Entrepreneurship Quotes

From 600+ conversations with the world’s leading thinkers.

You need to hire people who are smart, ideally smarter than you. There's a reason Google, Apple and their peers are filled with PhD's. The smarter your team (whether academically, or in experience) the more they will deliver.

Success is really a portal into the next stage that we're possibly capable of doing, and we have to decide how we're going to face that tsunami of emotions that then comes flying at us when we thought all we were going to have was happiness.

If this wasn't a huge opportunity, I wouldn't waste my time- most of our investors wouldn't. If we were producing luxury meat that is only aimed at Michelin Star restaurants. The number of people that can afford to eating Michelin star restaurants is relatively few, you're not going to make an impact on the climate, you're not going make an impact on the future of our kids.

One of the greatest skills you can have as an entrepreneur is loving to learn.

What really is risky?! In many ways I think it's actually much safer to take things into your own hands rather than trusting your destiny to an uncertain jobs market.

Where decent jobs are scarce, women can achieve financial independence by becoming job creators rather than job seekers – providing, of course, that they have the right support and opportunities to do so.
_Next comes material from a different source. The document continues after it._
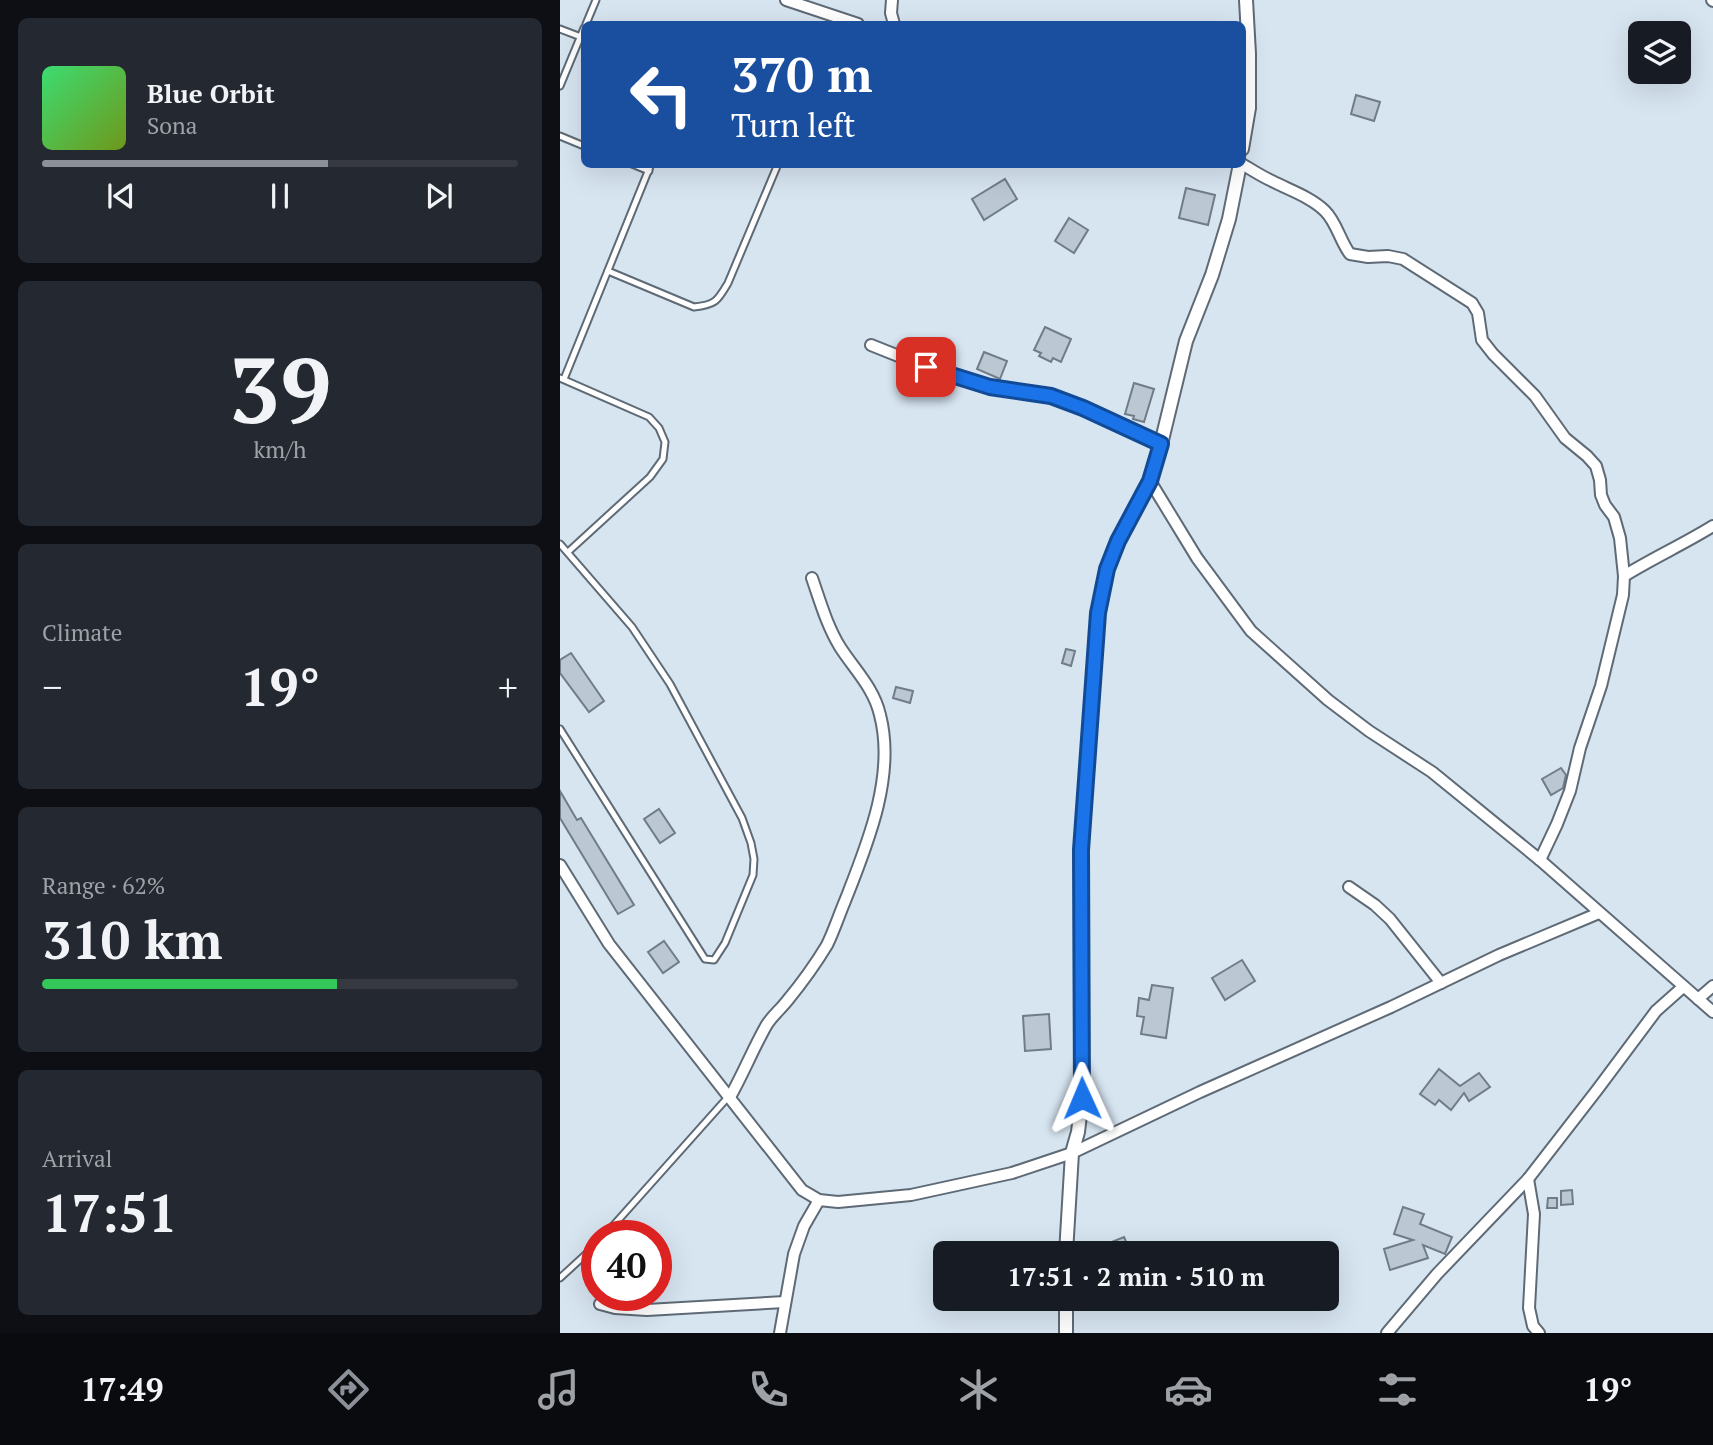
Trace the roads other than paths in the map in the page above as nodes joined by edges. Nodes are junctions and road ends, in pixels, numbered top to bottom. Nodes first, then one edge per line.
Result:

If you fall flat on your face, at least you're moving forward. All you have to do is get back up and try again!

By far the most common is underestimating expenses. When industries do barely double-digits if their lucky, business plans ought not to be showing EBIT or EBITDA of 50-70% – that doesn't mean people are smart, it means they haven't understood the industry.

I see myself as someone who seeds ideas well, but others execute them far better. I learned this the hard way; if I'd continued running everything, neither business would have survived. So, my approach was simple: spend three years as a controlling megalomaniac, then completely let go.

If you have a great show, you have a great business. If you don't have a good show, you have no business. What it means is that show has to come first. Don't start the day by saying 'how many tickets am I going to sell today?'

You can't say, 'I want to change things, I want to lead!' and then say, 'I never want to be wrong, and I never want to fail…' There's no easy answer other than the fact that you have to see the conflict in your own mind and make your own choice.

I believe the traditional perception, which posits that success is merely an accumulation of advantages while failure is an accumulation of disadvantages, is overly simplistic. It's the disadvantages that offer a more fertile ground for learning, albeit for a smaller cohort. The depth of learning and engagement derived from tackling difficulties is substantially richer compared to that gleaned from facing advantages.